→ **WHAT THE TASK REQUIRES**
For each line below that contains the word "Nodes", make a copy.

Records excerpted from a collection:
▬▬▬
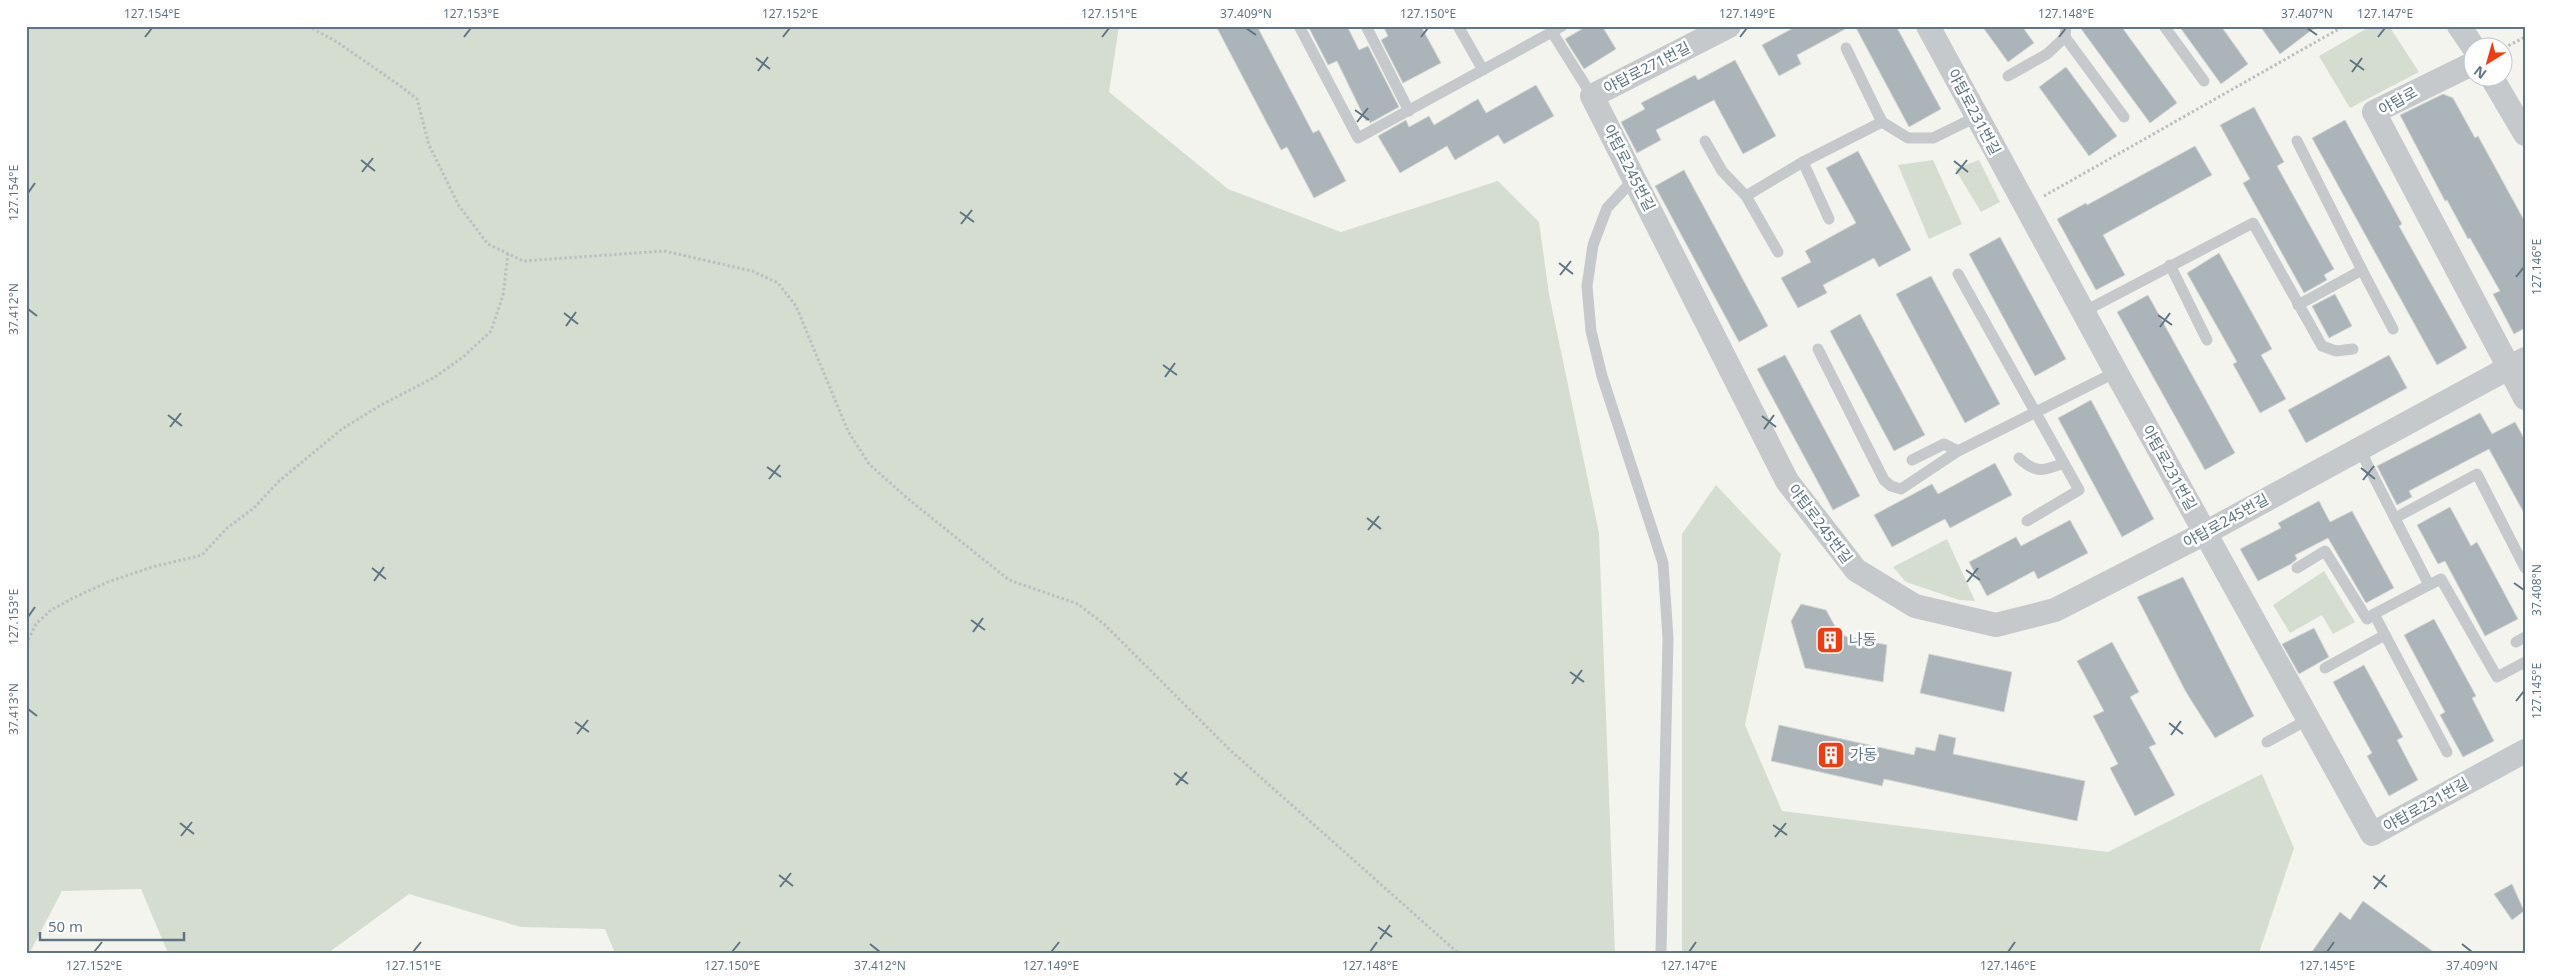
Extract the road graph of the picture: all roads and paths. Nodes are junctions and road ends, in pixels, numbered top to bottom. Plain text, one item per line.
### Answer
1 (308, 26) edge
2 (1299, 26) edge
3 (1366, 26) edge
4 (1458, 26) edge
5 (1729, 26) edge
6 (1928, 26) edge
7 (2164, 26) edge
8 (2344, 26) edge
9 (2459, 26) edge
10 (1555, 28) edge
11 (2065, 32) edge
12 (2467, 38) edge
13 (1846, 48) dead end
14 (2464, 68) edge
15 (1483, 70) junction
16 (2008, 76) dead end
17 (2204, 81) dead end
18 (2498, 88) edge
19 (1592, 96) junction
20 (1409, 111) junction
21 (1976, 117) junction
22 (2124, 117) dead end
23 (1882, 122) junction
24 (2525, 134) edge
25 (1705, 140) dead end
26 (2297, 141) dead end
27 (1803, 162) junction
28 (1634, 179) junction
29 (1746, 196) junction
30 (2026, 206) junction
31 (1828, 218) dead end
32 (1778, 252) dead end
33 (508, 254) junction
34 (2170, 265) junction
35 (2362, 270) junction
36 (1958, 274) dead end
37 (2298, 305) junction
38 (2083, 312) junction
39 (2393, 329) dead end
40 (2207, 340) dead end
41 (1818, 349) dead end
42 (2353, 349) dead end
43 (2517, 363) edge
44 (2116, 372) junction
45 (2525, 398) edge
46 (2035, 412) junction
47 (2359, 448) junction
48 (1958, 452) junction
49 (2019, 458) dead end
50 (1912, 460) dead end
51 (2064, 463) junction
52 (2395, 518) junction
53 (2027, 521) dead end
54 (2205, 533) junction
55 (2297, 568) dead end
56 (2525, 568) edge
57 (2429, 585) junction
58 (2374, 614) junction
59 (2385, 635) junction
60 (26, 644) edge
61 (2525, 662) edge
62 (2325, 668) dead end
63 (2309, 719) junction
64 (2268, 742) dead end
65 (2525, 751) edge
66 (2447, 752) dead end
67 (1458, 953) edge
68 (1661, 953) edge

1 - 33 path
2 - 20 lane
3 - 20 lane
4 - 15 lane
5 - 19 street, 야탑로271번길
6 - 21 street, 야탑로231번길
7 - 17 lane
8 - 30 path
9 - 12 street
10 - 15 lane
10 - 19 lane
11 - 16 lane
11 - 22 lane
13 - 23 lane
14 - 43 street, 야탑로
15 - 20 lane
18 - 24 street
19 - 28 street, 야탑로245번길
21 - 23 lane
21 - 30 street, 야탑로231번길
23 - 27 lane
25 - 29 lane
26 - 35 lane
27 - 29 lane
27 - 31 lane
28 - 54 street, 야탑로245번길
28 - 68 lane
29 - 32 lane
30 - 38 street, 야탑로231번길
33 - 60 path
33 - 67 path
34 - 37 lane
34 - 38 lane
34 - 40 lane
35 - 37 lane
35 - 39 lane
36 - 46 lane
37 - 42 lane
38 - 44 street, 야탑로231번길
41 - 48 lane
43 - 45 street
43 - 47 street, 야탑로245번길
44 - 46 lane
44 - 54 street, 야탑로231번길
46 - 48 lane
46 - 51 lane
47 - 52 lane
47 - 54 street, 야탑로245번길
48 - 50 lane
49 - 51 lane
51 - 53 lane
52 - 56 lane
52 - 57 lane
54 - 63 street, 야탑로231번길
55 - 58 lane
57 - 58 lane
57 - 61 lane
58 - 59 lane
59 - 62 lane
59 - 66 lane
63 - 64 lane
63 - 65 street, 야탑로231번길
▬▬▬
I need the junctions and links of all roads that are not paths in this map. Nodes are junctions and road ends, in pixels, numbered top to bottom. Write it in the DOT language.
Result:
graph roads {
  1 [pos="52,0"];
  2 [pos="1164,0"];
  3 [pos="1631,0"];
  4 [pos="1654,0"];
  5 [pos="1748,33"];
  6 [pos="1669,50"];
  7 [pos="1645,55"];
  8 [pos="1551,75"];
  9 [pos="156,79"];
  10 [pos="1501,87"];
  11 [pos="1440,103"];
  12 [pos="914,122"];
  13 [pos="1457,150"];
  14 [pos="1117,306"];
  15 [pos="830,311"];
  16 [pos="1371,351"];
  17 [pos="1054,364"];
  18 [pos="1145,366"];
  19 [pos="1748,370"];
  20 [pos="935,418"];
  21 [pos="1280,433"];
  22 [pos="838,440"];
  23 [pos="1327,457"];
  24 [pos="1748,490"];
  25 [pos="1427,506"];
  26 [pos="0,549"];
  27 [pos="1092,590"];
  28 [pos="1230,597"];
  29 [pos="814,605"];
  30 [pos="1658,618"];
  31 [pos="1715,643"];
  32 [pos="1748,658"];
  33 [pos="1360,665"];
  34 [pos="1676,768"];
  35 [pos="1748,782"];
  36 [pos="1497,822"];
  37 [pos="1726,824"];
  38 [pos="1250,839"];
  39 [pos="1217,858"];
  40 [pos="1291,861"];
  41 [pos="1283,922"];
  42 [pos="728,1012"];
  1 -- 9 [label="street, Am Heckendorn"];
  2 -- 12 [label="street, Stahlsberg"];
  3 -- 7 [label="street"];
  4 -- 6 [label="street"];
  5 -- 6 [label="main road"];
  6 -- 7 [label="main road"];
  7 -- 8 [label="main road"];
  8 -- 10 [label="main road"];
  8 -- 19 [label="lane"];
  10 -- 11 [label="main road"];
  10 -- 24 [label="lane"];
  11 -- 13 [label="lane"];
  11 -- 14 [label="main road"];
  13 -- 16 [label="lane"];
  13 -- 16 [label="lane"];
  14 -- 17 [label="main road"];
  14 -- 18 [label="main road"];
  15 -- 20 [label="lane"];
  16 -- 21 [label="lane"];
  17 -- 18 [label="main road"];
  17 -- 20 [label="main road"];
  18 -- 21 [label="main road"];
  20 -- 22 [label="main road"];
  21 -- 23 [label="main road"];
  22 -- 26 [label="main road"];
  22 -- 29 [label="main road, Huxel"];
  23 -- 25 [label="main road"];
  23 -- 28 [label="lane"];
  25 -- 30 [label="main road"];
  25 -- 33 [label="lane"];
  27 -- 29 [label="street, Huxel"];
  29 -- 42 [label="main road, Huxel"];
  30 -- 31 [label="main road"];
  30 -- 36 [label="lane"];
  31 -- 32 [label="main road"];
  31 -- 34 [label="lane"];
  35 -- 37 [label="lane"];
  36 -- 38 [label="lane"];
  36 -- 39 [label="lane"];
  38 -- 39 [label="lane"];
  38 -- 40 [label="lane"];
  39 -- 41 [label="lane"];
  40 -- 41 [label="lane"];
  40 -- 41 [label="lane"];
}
▬▬▬
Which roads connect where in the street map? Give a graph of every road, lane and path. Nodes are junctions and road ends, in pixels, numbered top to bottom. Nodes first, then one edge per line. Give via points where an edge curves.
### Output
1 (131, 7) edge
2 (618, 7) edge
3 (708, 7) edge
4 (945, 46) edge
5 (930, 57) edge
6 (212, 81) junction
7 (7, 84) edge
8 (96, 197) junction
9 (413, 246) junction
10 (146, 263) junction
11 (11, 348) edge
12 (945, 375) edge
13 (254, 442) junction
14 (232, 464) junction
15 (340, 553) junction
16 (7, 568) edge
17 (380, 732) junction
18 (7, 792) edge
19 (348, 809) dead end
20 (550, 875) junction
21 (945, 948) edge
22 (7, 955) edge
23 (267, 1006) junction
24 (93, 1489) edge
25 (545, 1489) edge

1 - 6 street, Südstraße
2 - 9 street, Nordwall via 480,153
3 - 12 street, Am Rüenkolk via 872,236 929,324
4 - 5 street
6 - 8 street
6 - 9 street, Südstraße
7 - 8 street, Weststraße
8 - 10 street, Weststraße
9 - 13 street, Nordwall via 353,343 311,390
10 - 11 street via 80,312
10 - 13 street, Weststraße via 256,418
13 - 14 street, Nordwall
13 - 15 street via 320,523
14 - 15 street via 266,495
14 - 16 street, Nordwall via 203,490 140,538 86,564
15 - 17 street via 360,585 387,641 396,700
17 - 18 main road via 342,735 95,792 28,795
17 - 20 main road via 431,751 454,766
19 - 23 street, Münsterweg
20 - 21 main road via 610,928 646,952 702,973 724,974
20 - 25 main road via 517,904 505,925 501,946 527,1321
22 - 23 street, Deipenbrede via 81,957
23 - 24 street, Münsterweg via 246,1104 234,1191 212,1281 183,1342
▬▬▬
→ **EXPECTED OUTPUT**
Extract the road graph of the picture: all roads and paths. Nodes are junctions and road ends, in pixels, numbered top to bottom. Plain text, one item per line.
I need the junctions and links of all roads that are not paths in this map. Nodes are junctions and road ends, in pixels, numbered top to bottom. Write it in the DOT language.
Which roads connect where in the street map? Give a graph of every road, lane and path. Nodes are junctions and road ends, in pixels, numbered top to bottom. Nodes first, then one edge per line. Give via points where an edge curves.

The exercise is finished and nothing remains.